DAVIS (CBS13) – We love to drink it, but eating it could be even better. We have all heard about the health benefits of drinking wine, but researchers out of UC Davis say don't throw out the waste, it may be the best medicine to fight major diseases.

Vineyards, wine and California go hand in hand. The state makes 85% of all wine in the U.S, producing nearly 4 million tons every year. While we sip and savor, food scientists at UC Davis found there is potentially a huge benefit from the grapes we're missing.

"We can give a second life to the grapes by doing the chemistry," explained Professor Daniela Barile.
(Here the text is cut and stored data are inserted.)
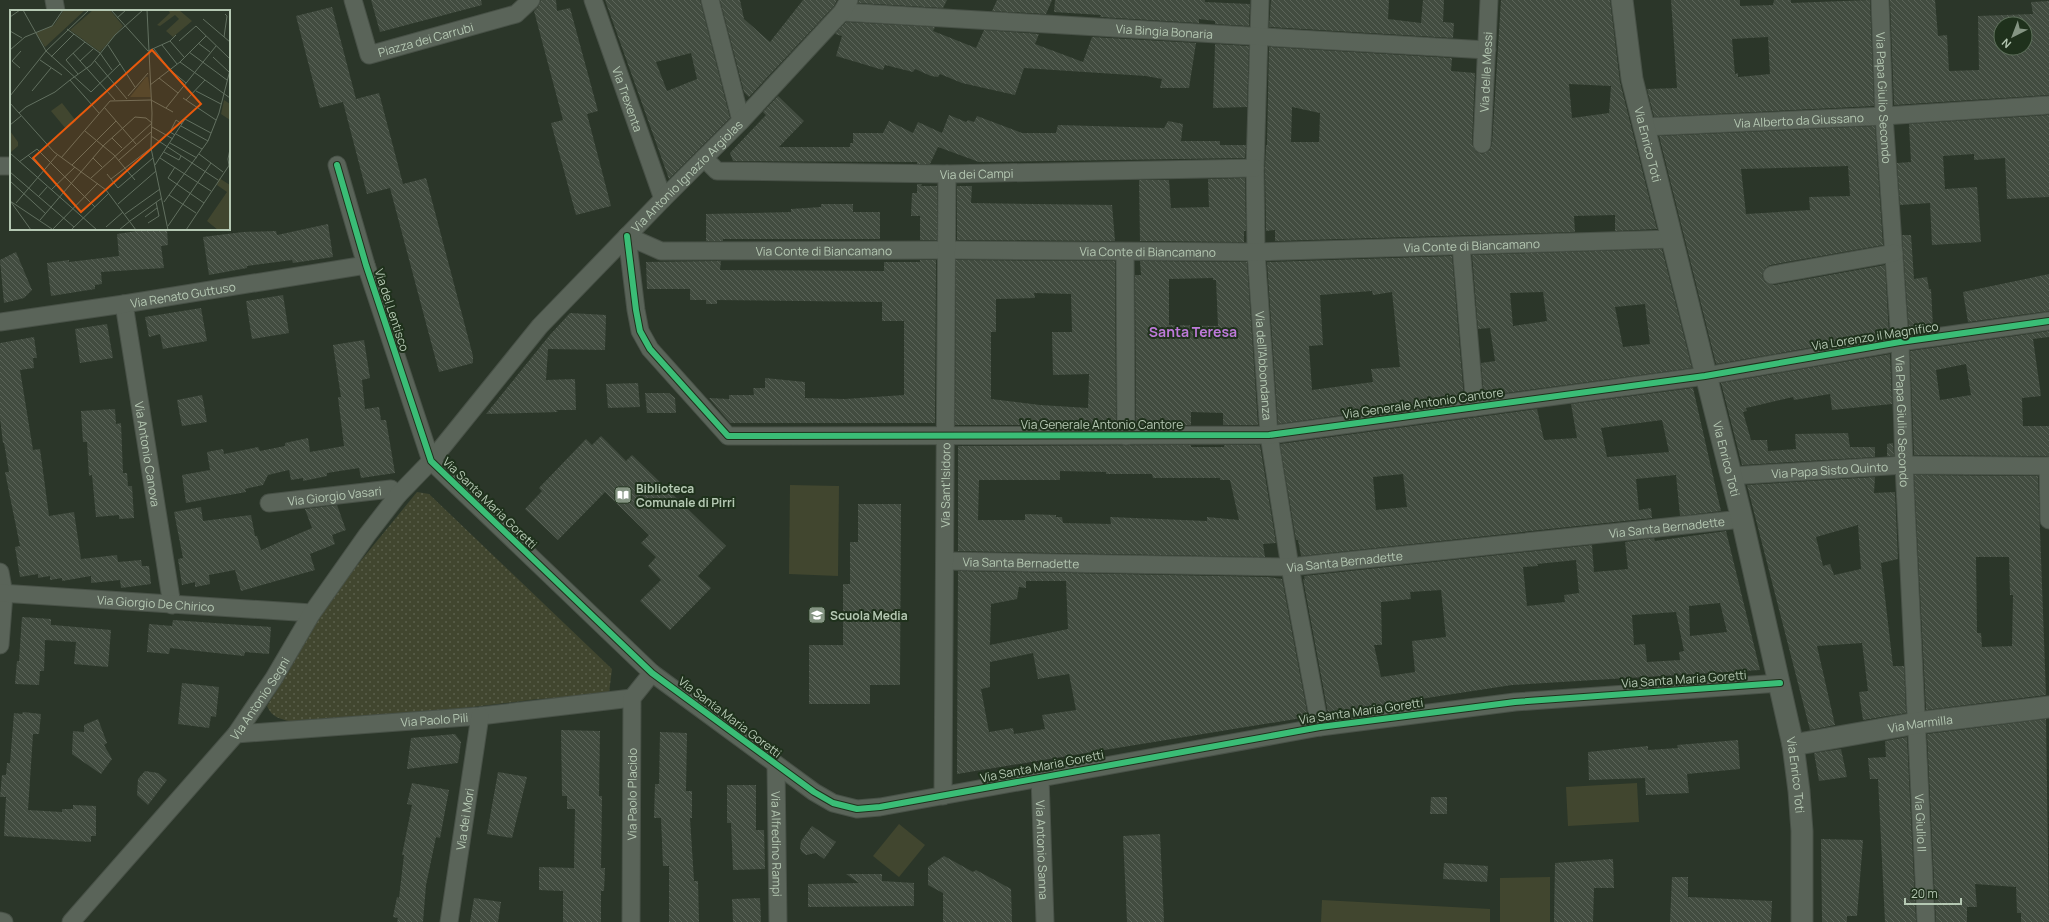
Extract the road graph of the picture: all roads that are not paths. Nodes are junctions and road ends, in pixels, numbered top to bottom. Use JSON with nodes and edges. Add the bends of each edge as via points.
{"nodes":[{"id":1,"x":54,"y":0,"type":"edge"},
{"id":2,"x":353,"y":0,"type":"edge"},
{"id":3,"x":531,"y":0,"type":"edge"},
{"id":4,"x":593,"y":0,"type":"edge"},
{"id":5,"x":710,"y":0,"type":"edge"},
{"id":6,"x":1260,"y":0,"type":"edge"},
{"id":7,"x":1489,"y":0,"type":"edge"},
{"id":8,"x":1622,"y":0,"type":"edge"},
{"id":9,"x":1880,"y":0,"type":"edge"},
{"id":10,"x":846,"y":6,"type":"edge"},
{"id":11,"x":56,"y":10,"type":"edge"},
{"id":12,"x":1259,"y":37,"type":"junction"},
{"id":13,"x":1487,"y":50,"type":"junction"},
{"id":14,"x":2049,"y":105,"type":"edge"},
{"id":15,"x":1884,"y":116,"type":"junction"},
{"id":16,"x":741,"y":121,"type":"junction"},
{"id":17,"x":1644,"y":127,"type":"junction"},
{"id":18,"x":1482,"y":144,"type":"dead end"},
{"id":19,"x":704,"y":158,"type":"junction"},
{"id":20,"x":337,"y":165,"type":"dead end"},
{"id":21,"x":1255,"y":168,"type":"junction"},
{"id":22,"x":947,"y":174,"type":"junction"},
{"id":23,"x":663,"y":199,"type":"junction"},
{"id":24,"x":626,"y":236,"type":"junction"},
{"id":25,"x":1672,"y":239,"type":"junction"},
{"id":26,"x":1461,"y":246,"type":"junction"},
{"id":27,"x":947,"y":250,"type":"junction"},
{"id":28,"x":1125,"y":252,"type":"junction"},
{"id":29,"x":1256,"y":252,"type":"junction"},
{"id":30,"x":1894,"y":253,"type":"junction"},
{"id":31,"x":366,"y":266,"type":"junction"},
{"id":32,"x":1772,"y":276,"type":"dead end"},
{"id":33,"x":124,"y":304,"type":"junction"},
{"id":34,"x":2049,"y":321,"type":"edge"},
{"id":35,"x":0,"y":322,"type":"edge"},
{"id":36,"x":1900,"y":342,"type":"junction"},
{"id":37,"x":1706,"y":376,"type":"junction"},
{"id":38,"x":1475,"y":407,"type":"junction"},
{"id":39,"x":945,"y":435,"type":"junction"},
{"id":40,"x":1269,"y":435,"type":"junction"},
{"id":41,"x":1126,"y":436,"type":"junction"},
{"id":42,"x":431,"y":461,"type":"junction"},
{"id":43,"x":1904,"y":465,"type":"junction"},
{"id":44,"x":2048,"y":466,"type":"edge"},
{"id":45,"x":1730,"y":476,"type":"junction"},
{"id":46,"x":398,"y":495,"type":"junction"},
{"id":47,"x":269,"y":503,"type":"dead end"},
{"id":48,"x":1742,"y":519,"type":"junction"},
{"id":49,"x":2049,"y":520,"type":"edge"},
{"id":50,"x":945,"y":561,"type":"junction"},
{"id":51,"x":1290,"y":567,"type":"junction"},
{"id":52,"x":0,"y":572,"type":"edge"},
{"id":53,"x":2,"y":593,"type":"edge"},
{"id":54,"x":172,"y":605,"type":"junction"},
{"id":55,"x":312,"y":613,"type":"junction"},
{"id":56,"x":0,"y":645,"type":"edge"},
{"id":57,"x":652,"y":673,"type":"junction"},
{"id":58,"x":1780,"y":683,"type":"junction"},
{"id":59,"x":632,"y":698,"type":"junction"},
{"id":60,"x":2049,"y":707,"type":"edge"},
{"id":61,"x":480,"y":716,"type":"junction"},
{"id":62,"x":1917,"y":723,"type":"junction"},
{"id":63,"x":1320,"y":726,"type":"junction"},
{"id":64,"x":236,"y":734,"type":"junction"},
{"id":65,"x":1793,"y":746,"type":"junction"},
{"id":66,"x":776,"y":765,"type":"junction"},
{"id":67,"x":1040,"y":778,"type":"junction"},
{"id":68,"x":944,"y":796,"type":"junction"},
{"id":69,"x":0,"y":921,"type":"edge"},
{"id":70,"x":4,"y":922,"type":"edge"},
{"id":71,"x":71,"y":922,"type":"edge"},
{"id":72,"x":449,"y":922,"type":"edge"},
{"id":73,"x":631,"y":922,"type":"edge"},
{"id":74,"x":778,"y":922,"type":"edge"},
{"id":75,"x":1045,"y":922,"type":"edge"},
{"id":76,"x":1802,"y":922,"type":"edge"},
{"id":77,"x":1926,"y":922,"type":"edge"}],
"edges":[{"from":1,"to":11,"type":"street"},
{"from":2,"to":3,"type":"street","name":"Piazza dei Carrubi","via":[[369,55],[516,14]]},
{"from":4,"to":23,"type":"street","name":"Via Trexenta"},
{"from":5,"to":16,"type":"street"},
{"from":6,"to":12,"type":"street","name":"Via dell'Abbondanza"},
{"from":7,"to":13,"type":"street","name":"Via delle Messi"},
{"from":8,"to":17,"type":"street","name":"Via Enrico Toti","via":[[1632,78]]},
{"from":9,"to":15,"type":"street","name":"Via Papa Giulio Secondo"},
{"from":10,"to":12,"type":"street","name":"Via Bingia Bonaria"},
{"from":10,"to":16,"type":"street","name":"Via Antonio Ignazio Argiolas"},
{"from":12,"to":13,"type":"street","name":"Via Bingia Bonaria"},
{"from":12,"to":21,"type":"street","name":"Via dell'Abbondanza"},
{"from":13,"to":18,"type":"street","name":"Via delle Messi"},
{"from":14,"to":15,"type":"street","name":"Via Alberto da Giussano"},
{"from":15,"to":17,"type":"street","name":"Via Alberto da Giussano"},
{"from":15,"to":30,"type":"street","name":"Via Papa Giulio Secondo"},
{"from":16,"to":19,"type":"street","name":"Via Antonio Ignazio Argiolas"},
{"from":17,"to":25,"type":"street","name":"Via Enrico Toti"},
{"from":19,"to":22,"type":"street","name":"Via dei Campi","via":[[717,171]]},
{"from":19,"to":23,"type":"street","name":"Via Antonio Ignazio Argiolas"},
{"from":20,"to":31,"type":"street","name":"Via del Lentisco"},
{"from":21,"to":22,"type":"street","name":"Via dei Campi"},
{"from":21,"to":29,"type":"street","name":"Via dell'Abbondanza"},
{"from":22,"to":27,"type":"street","name":"Via Sant'Isidoro"},
{"from":23,"to":24,"type":"street","name":"Via Antonio Ignazio Argiolas"},
{"from":24,"to":27,"type":"street","name":"Via Conte di Biancamano","via":[[661,251]]},
{"from":24,"to":39,"type":"street","name":"Via Generale Antonio Cantore","via":[[640,331],[650,349],[728,436]]},
{"from":24,"to":42,"type":"street","name":"Via Antonio Ignazio Argiolas","via":[[540,326]]},
{"from":25,"to":26,"type":"street","name":"Via Conte di Biancamano"},
{"from":25,"to":37,"type":"street","name":"Via Enrico Toti"},
{"from":26,"to":29,"type":"street","name":"Via Conte di Biancamano"},
{"from":26,"to":38,"type":"street"},
{"from":27,"to":28,"type":"street","name":"Via Conte di Biancamano"},
{"from":27,"to":39,"type":"street","name":"Via Sant'Isidoro"},
{"from":28,"to":29,"type":"street","name":"Via Conte di Biancamano"},
{"from":28,"to":41,"type":"street"},
{"from":29,"to":40,"type":"street","name":"Via dell'Abbondanza"},
{"from":30,"to":32,"type":"street"},
{"from":30,"to":36,"type":"street","name":"Via Papa Giulio Secondo"},
{"from":31,"to":33,"type":"street","name":"Via Renato Guttuso"},
{"from":31,"to":42,"type":"street","name":"Via del Lentisco"},
{"from":33,"to":35,"type":"street","name":"Via Renato Guttuso"},
{"from":33,"to":54,"type":"street","name":"Via Antonio Canova"},
{"from":34,"to":36,"type":"street","name":"Via Lorenzo il Magnifico"},
{"from":36,"to":37,"type":"street","name":"Via Lorenzo il Magnifico"},
{"from":36,"to":43,"type":"street","name":"Via Papa Giulio Secondo"},
{"from":37,"to":38,"type":"street","name":"Via Generale Antonio Cantore"},
{"from":37,"to":45,"type":"street","name":"Via Enrico Toti"},
{"from":38,"to":40,"type":"street","name":"Via Generale Antonio Cantore"},
{"from":39,"to":41,"type":"street","name":"Via Generale Antonio Cantore"},
{"from":39,"to":50,"type":"street","name":"Via Sant'Isidoro"},
{"from":40,"to":41,"type":"street","name":"Via Generale Antonio Cantore"},
{"from":40,"to":51,"type":"street","name":"Via dell'Abbondanza"},
{"from":42,"to":46,"type":"street","name":"Via Antonio Segni"},
{"from":42,"to":57,"type":"street","name":"Via Santa Maria Goretti"},
{"from":43,"to":44,"type":"street","name":"Via Papa Sisto Quinto"},
{"from":43,"to":45,"type":"street","name":"Via Papa Sisto Quinto"},
{"from":43,"to":62,"type":"street","name":"Via Papa Giulio Secondo"},
{"from":44,"to":49,"type":"street"},
{"from":45,"to":48,"type":"street","name":"Via Enrico Toti"},
{"from":46,"to":47,"type":"street","name":"Via Giorgio Vasari","via":[[391,489]]},
{"from":46,"to":55,"type":"street","name":"Via Antonio Segni","via":[[366,535]]},
{"from":48,"to":51,"type":"street","name":"Via Santa Bernadette"},
{"from":48,"to":58,"type":"street","name":"Via Enrico Toti"},
{"from":50,"to":51,"type":"street","name":"Via Santa Bernadette"},
{"from":50,"to":68,"type":"street","name":"Via Sant'Isidoro"},
{"from":51,"to":63,"type":"street","name":"Via dell'Abbondanza"},
{"from":52,"to":53,"type":"street"},
{"from":53,"to":54,"type":"street","name":"Via Giorgio De Chirico"},
{"from":53,"to":56,"type":"street"},
{"from":54,"to":55,"type":"street","name":"Via Giorgio De Chirico"},
{"from":55,"to":64,"type":"street","name":"Via Antonio Segni","via":[[274,678]]},
{"from":57,"to":59,"type":"street"},
{"from":57,"to":66,"type":"street","name":"Via Santa Maria Goretti"},
{"from":58,"to":63,"type":"street","name":"Via Santa Maria Goretti","via":[[1515,702]]},
{"from":58,"to":65,"type":"street","name":"Via Enrico Toti"},
{"from":59,"to":61,"type":"street","name":"Via Paolo Pili"},
{"from":59,"to":73,"type":"street","name":"Via Paolo Placido"},
{"from":60,"to":62,"type":"street","name":"Via Marmilla"},
{"from":61,"to":64,"type":"street","name":"Via Paolo Pili"},
{"from":61,"to":72,"type":"street","name":"Via dei Mori"},
{"from":62,"to":65,"type":"street","name":"Via Marmilla"},
{"from":62,"to":77,"type":"street","name":"Via Giulio II"},
{"from":63,"to":67,"type":"street","name":"Via Santa Maria Goretti"},
{"from":64,"to":71,"type":"street","name":"Via Antonio Segni"},
{"from":65,"to":76,"type":"street","name":"Via Enrico Toti","via":[[1802,831]]},
{"from":66,"to":68,"type":"street","name":"Via Santa Maria Goretti","via":[[834,803],[857,809],[880,808]]},
{"from":66,"to":74,"type":"street","name":"Via Alfredino Rampi"},
{"from":67,"to":68,"type":"street","name":"Via Santa Maria Goretti"},
{"from":67,"to":75,"type":"street","name":"Via Antonio Sanna"},
{"from":69,"to":70,"type":"street"}]}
Barile found processing residue like grape skin, seeds, and pulp can all be reused by isolating sugar molecules in white grapes called oligosaccharides. The sugar molecules in turn help to feed bacteria in your gut.

"Right now, we have an epidemic of diabetes, obesity, inflammatory diseases, asthma. All of those are linked in some ways to the gut microbiome," she said.

Along with health benefits, researchers' goal is to help with sustainability by repurposing and giving second lives to grapes to avoid waste

"There is a huge need to recover waste, especially waste that contains molecules that can feed the gut microbiome because that is the biggest predominant determination of health," Barile explained.

Once the waste is harvested and broken down it can be made into several different things.

Amanda Sinrod, a graduate student researcher at UC Davis, spends her time in the lab breaking down the chemistry of the grapes to find ways to harvest the nutrients.

"When you pour a glass of wine, you don't actually think of everything that goes into it normally. You especially don't think what's left out of it," said Sinrod.

Some companies are already using their study to make things like chocolate and health supplements.

"This is basically a good way of having a Cinderella story, taking this waste compound, making it into a food that can not only feed people but can make people healthier," she said.

To be effective, you would have to consume around a few grams a day. While we can't pop the cork on all the benefits just yet, researchers say a time for a toast is not too far away.

"Getting this onto the shelves for consumers to eat, could be the next best thing in wine. You can drink it but you can also eat your wine too," said Sinrod.

According to Sinrod, about 30% of the weight of a grape is wasted during the winemaking process.

Researchers say it will take another two years to study how growing conditions and processing affects the potential health benefits.